*** Opening of Exercise input ***
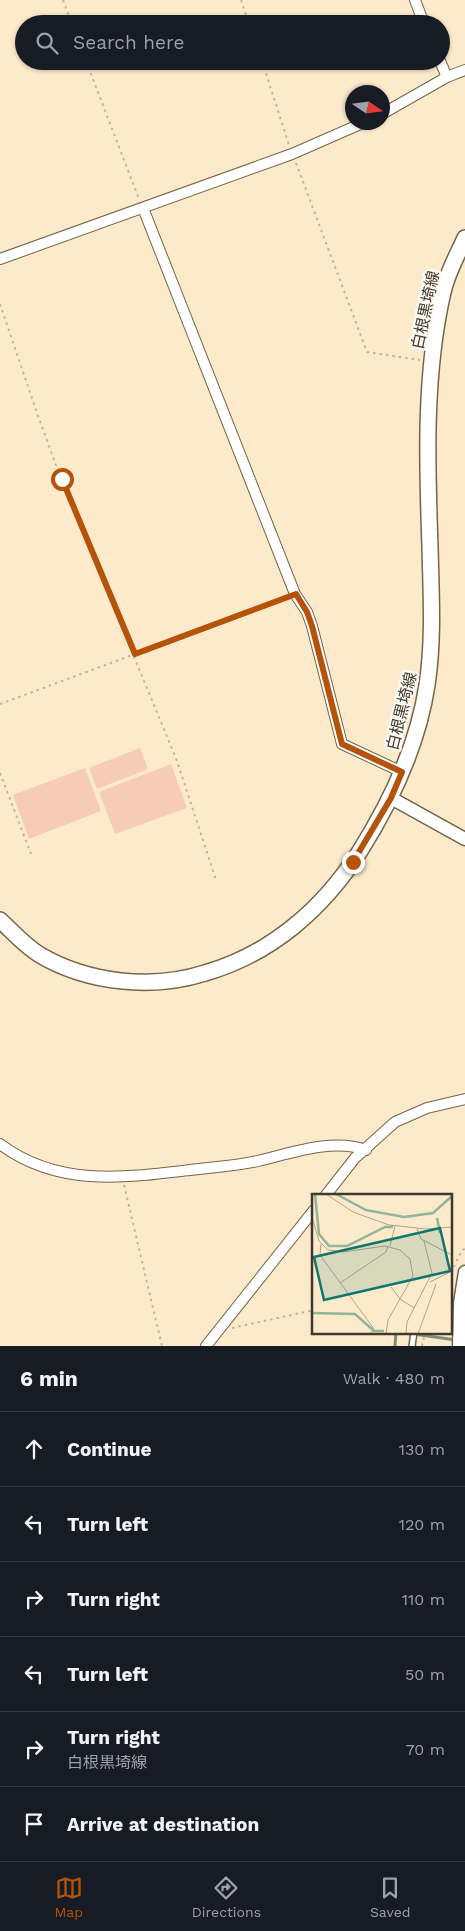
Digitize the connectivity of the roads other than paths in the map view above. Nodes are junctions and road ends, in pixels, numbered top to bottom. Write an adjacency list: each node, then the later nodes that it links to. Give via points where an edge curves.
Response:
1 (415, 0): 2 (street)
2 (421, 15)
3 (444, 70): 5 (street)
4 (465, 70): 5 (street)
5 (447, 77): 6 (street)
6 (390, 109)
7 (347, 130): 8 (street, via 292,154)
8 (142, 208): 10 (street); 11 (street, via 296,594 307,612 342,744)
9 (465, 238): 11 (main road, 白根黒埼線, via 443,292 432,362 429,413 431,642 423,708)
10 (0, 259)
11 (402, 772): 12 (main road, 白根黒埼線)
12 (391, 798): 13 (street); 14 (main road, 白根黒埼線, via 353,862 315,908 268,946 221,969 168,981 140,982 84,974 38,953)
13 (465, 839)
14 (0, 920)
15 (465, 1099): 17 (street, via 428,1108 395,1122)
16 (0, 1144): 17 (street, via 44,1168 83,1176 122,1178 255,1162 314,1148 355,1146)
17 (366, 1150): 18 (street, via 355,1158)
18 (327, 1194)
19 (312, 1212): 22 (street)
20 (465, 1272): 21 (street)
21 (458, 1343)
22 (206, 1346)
*** Close of Exercise input ***
*** Opening of Exercise input ***
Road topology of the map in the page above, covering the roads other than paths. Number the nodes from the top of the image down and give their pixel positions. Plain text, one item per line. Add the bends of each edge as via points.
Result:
*** Close of Exercise input ***
Work instruction: Your answer should be a single number, the count of lines in the listing that contain "than".

Output of the exercise: 2